Los costeños con razón nos quejamos del centralismo agobiante por el cual difícilmente se mueven las cosas si no interviene Bogotá, hacia donde deben dirigirse las diligencias para que se desaten trámites y procesos, lo que perpetúa la dependencia de las provincias a un poder central que determina, no siempre con conocimiento de causa, hacia dónde, cuánto, cuándo y por medio de quiénes se deben hacer las inversiones en las regiones.
Pero varios investigadores han hecho ver que la expresión correcta es recentralización, en la medida que el país había logrado, gracias al impulso descentralizador de los años 80 e inicios de los 90, trascendentales reformas concretadas en la Constitución de 1991 y sus desarrollos en el régimen inicial de participaciones y regalías.

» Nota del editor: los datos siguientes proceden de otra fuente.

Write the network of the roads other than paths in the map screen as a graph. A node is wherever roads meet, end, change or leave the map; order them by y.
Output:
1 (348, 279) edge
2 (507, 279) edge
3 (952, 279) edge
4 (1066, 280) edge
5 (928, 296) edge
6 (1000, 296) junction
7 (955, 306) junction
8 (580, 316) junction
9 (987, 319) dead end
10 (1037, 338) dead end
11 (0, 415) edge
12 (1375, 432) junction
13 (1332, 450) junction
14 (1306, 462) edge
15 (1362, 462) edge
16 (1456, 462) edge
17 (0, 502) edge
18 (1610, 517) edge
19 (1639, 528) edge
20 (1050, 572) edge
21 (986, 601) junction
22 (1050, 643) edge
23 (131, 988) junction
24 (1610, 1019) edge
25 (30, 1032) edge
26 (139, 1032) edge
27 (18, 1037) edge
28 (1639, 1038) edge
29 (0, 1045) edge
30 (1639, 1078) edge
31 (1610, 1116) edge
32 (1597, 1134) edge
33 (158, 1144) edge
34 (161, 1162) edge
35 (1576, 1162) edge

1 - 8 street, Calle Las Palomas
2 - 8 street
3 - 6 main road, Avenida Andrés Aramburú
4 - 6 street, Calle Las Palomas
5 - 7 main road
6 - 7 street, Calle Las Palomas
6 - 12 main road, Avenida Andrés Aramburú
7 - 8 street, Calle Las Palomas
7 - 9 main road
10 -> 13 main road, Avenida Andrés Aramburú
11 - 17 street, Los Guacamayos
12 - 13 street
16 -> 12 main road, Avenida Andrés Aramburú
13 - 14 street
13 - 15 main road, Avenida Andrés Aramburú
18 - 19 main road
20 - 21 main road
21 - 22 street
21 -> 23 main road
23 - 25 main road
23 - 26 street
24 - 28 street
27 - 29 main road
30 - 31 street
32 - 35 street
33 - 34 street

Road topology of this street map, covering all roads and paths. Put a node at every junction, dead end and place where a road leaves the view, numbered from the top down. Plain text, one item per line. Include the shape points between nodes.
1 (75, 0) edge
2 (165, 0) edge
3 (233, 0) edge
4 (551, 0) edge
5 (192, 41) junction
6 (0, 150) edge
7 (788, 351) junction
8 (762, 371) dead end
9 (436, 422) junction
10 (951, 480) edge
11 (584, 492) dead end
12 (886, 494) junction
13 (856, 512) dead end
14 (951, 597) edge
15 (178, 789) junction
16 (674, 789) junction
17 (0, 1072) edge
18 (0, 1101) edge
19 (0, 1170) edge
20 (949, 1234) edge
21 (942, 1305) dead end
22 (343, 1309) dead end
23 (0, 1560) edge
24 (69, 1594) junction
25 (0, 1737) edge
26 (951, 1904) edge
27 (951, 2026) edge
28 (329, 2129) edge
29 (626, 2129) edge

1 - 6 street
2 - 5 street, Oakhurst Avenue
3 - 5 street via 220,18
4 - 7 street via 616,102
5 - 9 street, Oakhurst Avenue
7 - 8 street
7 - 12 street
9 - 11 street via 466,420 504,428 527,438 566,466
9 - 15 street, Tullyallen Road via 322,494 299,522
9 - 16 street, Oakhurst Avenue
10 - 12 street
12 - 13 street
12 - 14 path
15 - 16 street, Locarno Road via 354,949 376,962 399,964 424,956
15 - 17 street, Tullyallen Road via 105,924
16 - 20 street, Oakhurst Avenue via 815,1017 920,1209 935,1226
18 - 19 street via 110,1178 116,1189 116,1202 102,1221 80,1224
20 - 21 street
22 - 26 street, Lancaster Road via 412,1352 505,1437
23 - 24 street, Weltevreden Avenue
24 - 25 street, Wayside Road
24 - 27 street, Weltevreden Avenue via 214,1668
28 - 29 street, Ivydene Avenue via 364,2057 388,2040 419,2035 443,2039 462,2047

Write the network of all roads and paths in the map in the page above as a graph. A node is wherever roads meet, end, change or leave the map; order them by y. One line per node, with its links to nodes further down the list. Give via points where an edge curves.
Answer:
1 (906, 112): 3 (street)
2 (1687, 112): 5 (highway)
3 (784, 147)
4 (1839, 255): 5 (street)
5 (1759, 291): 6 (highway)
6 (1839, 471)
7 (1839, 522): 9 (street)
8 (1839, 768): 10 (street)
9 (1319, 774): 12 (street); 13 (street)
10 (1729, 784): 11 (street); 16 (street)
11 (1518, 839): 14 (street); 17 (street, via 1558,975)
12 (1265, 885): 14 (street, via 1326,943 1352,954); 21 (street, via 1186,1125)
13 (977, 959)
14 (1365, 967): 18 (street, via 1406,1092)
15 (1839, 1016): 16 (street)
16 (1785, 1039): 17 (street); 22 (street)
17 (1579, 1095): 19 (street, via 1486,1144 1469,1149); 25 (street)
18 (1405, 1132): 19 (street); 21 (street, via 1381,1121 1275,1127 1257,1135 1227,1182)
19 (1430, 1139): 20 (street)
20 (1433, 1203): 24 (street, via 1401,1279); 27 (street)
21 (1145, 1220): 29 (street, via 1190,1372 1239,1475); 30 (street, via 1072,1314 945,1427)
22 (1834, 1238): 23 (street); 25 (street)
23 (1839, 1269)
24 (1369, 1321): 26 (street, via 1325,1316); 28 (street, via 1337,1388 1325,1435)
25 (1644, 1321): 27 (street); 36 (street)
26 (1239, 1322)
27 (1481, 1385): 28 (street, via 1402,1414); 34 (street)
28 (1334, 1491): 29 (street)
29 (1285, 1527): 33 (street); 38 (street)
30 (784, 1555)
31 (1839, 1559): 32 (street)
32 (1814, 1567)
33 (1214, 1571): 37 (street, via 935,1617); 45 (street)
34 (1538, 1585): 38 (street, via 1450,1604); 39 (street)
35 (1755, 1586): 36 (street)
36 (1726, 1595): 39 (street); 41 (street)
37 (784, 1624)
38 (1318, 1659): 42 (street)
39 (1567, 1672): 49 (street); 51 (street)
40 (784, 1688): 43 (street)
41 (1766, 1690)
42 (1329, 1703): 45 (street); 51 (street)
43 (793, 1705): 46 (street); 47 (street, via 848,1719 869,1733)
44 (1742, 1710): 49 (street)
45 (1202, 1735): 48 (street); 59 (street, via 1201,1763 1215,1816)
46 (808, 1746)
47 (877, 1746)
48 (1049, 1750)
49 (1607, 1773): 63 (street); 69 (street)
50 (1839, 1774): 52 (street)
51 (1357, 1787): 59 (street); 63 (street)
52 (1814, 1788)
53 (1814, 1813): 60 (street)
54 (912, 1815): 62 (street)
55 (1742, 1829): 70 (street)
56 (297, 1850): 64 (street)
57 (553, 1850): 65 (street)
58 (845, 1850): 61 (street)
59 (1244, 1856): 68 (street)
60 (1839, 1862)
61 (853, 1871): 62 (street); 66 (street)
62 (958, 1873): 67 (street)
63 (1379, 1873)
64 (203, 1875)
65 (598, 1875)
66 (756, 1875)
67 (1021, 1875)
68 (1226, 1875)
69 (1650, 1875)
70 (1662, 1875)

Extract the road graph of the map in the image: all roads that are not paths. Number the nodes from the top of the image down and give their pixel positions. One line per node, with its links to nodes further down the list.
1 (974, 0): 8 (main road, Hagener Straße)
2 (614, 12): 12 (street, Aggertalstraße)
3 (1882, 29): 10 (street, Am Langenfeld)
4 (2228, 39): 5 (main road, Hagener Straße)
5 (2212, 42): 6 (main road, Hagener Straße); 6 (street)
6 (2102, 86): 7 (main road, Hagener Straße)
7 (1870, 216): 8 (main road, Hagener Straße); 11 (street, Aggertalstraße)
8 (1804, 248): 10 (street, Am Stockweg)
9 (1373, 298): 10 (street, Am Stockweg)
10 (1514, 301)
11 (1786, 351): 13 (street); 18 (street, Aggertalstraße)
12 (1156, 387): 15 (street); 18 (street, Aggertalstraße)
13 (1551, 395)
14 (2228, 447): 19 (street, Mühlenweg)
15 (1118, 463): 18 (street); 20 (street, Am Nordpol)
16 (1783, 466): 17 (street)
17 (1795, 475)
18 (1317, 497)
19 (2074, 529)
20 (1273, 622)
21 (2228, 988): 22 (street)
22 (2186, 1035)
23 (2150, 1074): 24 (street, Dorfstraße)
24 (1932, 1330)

Este lunes publicamos la entrevista al abogado y magíster en Derecho Económico y PhD en Estudios Políticos, Julián López Murcia, a propósito de su más reciente libro ‘Recentralización en Colombia’, en el que reconstruye la historia de las reformas recentralizadoras en el país, y advierte sobre las posibles causas que han provocado ese retorno al control asfixiante de la capital ante las provincias, destacando las crisis económicas, algunas globales y otras internas, así como también por auges económicos.
En el primer caso, esto es, por una crisis económica en un contexto descentralizado, en la administración de Andrés Pastrana; y por auges económicos en contextos recentralizados, durante las administraciones de Álvaro Uribe y Juan Manuel Santos.
El análisis indica que la recentralización ha obedecido al cruce de dos factores: desempeño económico y contexto institucional, que se concretaron en las reformas constitucionales sobre participaciones y regalías de los años 2001, 2007 y 2011, y sus desarrollos legislativos.
La tesis, en la práctica, propugna porque solo han ganado con las consecuencias de la recentralización, los tecnócratas y los políticos de influencias regionales.
En efecto, el manejo irregular de regalías, participaciones y otros recursos transferidos por el Gobierno nacional, por parte de sus ejecutores en las provincias (alcaldías y gobernaciones), les dieron argumentos a los tecnócratas sobre la conveniencia de manejar su gestión desde Bogotá. Por su parte, las redes clientelares ganaron interlocución en la capital para gestionar en ministerios y departamentos administrativos los presupuestos y asignaciones que, obviamente, han favorecido más a aquellas regiones o municipios que cuentan con dirigentes que han sabido cabildear de manera expedita los presupuestos, que otros representantes de administraciones locales.
Hay que aprovechar el declive del ímpetu recentralizador de la administración Duque y la instalación de la Misión de Descentralización de cara al cambio de Gobierno, comprometiendo a los candidatos presidenciales con un retorno a la verdadera descentralización.